I HONESTLY love young people and youth ministry. I have led youth groups for the past 14 years, and the biggest lesson that I have learnt is this: the youth ministries that succeed are ones that have the full support of the church. It is as simple as that. So, here are five things that I wish the church knew about young people and youth work.
1 Youth ministry is a church-wide ministry, not a separate entity
Young people crave community; this is what fuels their fascination with social media. Their need to remain connected to their friends, to strangers who share their interests, and to people whom they admire. Behind the façade of apathy and moodiness is a heart that craves love, acceptance, and a place to belong.
This is why it is vital that your youth ministry is viewed as something that the entire church has to be involved with, not just the youth worker and volunteers. If you want to make an impact on the lives of the young people within your community, you need to make sure that the whole church is on board with this vision.

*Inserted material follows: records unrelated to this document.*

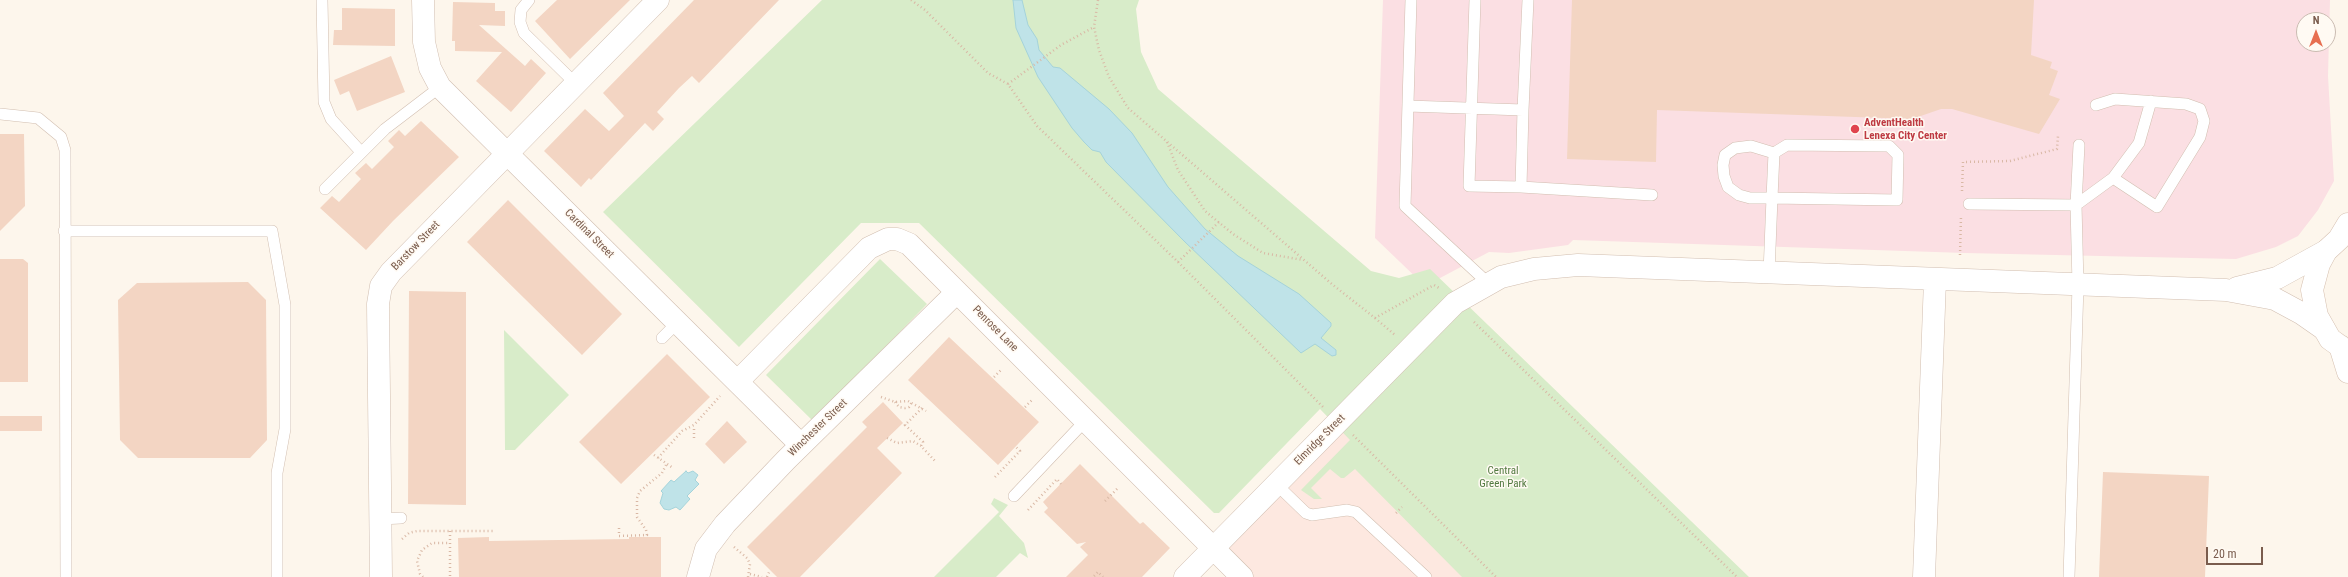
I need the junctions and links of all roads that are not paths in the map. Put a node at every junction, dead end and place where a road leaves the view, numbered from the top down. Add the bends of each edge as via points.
1 (322, 0) edge
2 (424, 0) edge
3 (529, 0) edge
4 (658, 0) edge
5 (1411, 0) edge
6 (1475, 0) edge
7 (1528, 0) edge
8 (576, 84) junction
9 (440, 87) junction
10 (2152, 102) junction
11 (2096, 105) dead end
12 (1408, 106) junction
13 (1471, 108) junction
14 (1523, 110) junction
15 (0, 114) edge
16 (2079, 145) dead end
17 (361, 152) junction
18 (507, 152) junction
19 (1774, 153) junction
20 (2113, 178) junction
21 (1521, 188) junction
22 (325, 189) dead end
23 (1652, 195) dead end
24 (1772, 198) junction
25 (2076, 205) junction
26 (1965, 206) road end
27 (64, 231) junction
28 (2340, 237) edge
29 (1769, 273) junction
30 (1935, 280) junction
31 (1489, 284) junction
32 (2078, 285) junction
33 (2226, 290) junction
34 (957, 292) junction
35 (677, 323) junction
36 (2324, 329) junction
37 (662, 338) dead end
38 (2344, 349) edge
39 (2348, 372) edge
40 (738, 381) junction
41 (1086, 420) junction
42 (802, 445) junction
43 (1276, 484) junction
44 (1014, 496) dead end
45 (1213, 548) junction
46 (66, 577) edge
47 (277, 577) edge
48 (381, 577) edge
49 (698, 577) edge
50 (1185, 577) edge
51 (1242, 577) edge
52 (1426, 577) edge
53 (1924, 577) edge
54 (2069, 577) edge

1 - 17 lane via 324,102 335,125
2 - 9 street, Cardinal Street via 424,42 430,68
3 - 8 lane via 521,10 520,22 524,33
4 - 8 street, Barstow Street
5 - 12 lane
6 - 13 lane
7 - 14 lane
8 - 18 street, Barstow Street
9 - 17 lane via 385,129
9 - 18 street, Cardinal Street
10 - 11 lane via 2115,99
10 - 20 lane via 2139,143
10 - 20 lane via 2186,104 2200,109 2204,121 2200,137 2157,206
12 - 13 lane
12 - 31 lane via 1405,206
13 - 14 lane
13 - 21 lane via 1469,186
14 - 21 lane
15 - 27 lane via 38,118 61,137 65,150
16 - 25 lane
17 - 22 lane
18 - 35 street, Cardinal Street
18 - 48 street, Barstow Street via 391,272 381,286 378,304 391,519
19 - 24 lane
19 - 24 lane via 1751,146 1735,148 1725,155 1723,165 1728,187 1739,195
19 - 24 lane via 1787,145 1889,146 1898,155 1897,200
20 - 25 lane
21 - 23 lane
24 - 29 lane
25 - 26 lane
25 - 32 lane
27 - 46 lane
27 - 47 lane via 272,231 284,305 284,429 277,473
28 - 33 street via 2277,278
28 - 36 street via 2319,264 2312,290 2317,316
29 - 30 street, Elmridge Street
29 - 31 street, Elmridge Street via 1578,265 1534,269 1501,277
30 - 32 street, Elmridge Street
30 - 53 street
31 - 43 street, Elmridge Street via 1450,297 1338,421
32 - 33 street, Elmridge Street
32 - 54 lane
33 - 36 street via 2275,300 2301,313
34 - 40 street, Penrose Lane via 909,244 897,239 876,243
34 - 41 street, Penrose Lane
34 - 42 street, Winchester Street
35 - 37 lane
35 - 40 street, Cardinal Street
36 - 38 street via 2330,339
38 - 39 street
40 - 42 street, Cardinal Street
41 - 44 lane
41 - 45 street, Penrose Lane
42 - 49 street, Winchester Street via 725,524 706,549
43 - 45 street, Elmridge Street
43 - 52 lane via 1306,513 1312,515 1347,510 1356,512
45 - 50 street, Elmridge Street
45 - 51 street, Penrose Lane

Here are some practical suggestions:
- Get to know the young people in your church, just as you would get to know the adults in the church.
- Attend big youth events. Even if you are just handing out hot chocolate, show them that they are valued.
- Attend a youth training seminar; be equipped to help your youth worker.
- Make sure that whoever is heading up your youth ministry is given a voice when planning big church events.
- Treat your youth leadership team well. Often, young people will judge a church by how it treats the team.
2 Young people need the church to practise what it preaches
Young people are very aware of the world around them. They are enthusiastic for social justice and the issues that are having an impact on their communities. If we want our young people to believe in a compassionate and all-loving God, we need to be practically demonstrating these characteristics within our community.
Here are some examples:
- What is the biggest need within your community? Create a ministry to address this need.
- Link up with organisations that care for the homeless, and encourage your young people to join you in volunteering.
- Address real-world issues during your services. This will help the young people view these issues from a Christian perspective.
3 Seek authenticity over flair
There is a misconception that young people are like magpies, attracted by sparkly things. You don’t need to have a high-tech, polished church service in order to attract young people. You don’t need to know all the latest grime songs, or have hip-hop worship.
In a world that values sparkle over substance, young people are far more attracted to a church where they are welcome, genuinely loved, seen as equals, valued as individuals, invested in, and given the tools to live as Christians within their lives outside of the church.
- Be authentic. Don’t water down your teachings for the sake of being “relatable”; ambiguity does not go down well with young people.
- Be yourself. You don’t need to be trendy to be effective in youth ministry: you just need to be yourself, have a heart for young people, and be equipped.
4 Invest in leadership development rather than a show
I love seeing young people feature in the main church service — but don’t let it stop there. Young people have so much to offer, and a huge part of their discipleship is the development of their gifts and passions. The occasional youth drama over Christmas is great, but make sure that there are structures in place to develop that willingness to serve. You never know, you might have the next Billy Graham or Jo Saxton in your youth group.
Here are a few small examples of how you can achieve this:
- Spend time with the young people; once that relationship is formed, it will be easier to identify individual gifts.
- If one of your young people shows promise in a specific area; shower them with affirmation, provide training, and allow them to serve at whatever capacity they are able.
5 It’s OK to say goodbye
Sometimes, you will lose young people to other churches. This is OK, and completely natural: as young people begin the process of “leaving the nest”, they will often leave the church that they grew up in so that they can establish their faith in a new environment.
As long as they are growing, celebrate this rather than take it personally.
Peter Landry is youth pastor at St Barnabas’s, Woodside Park.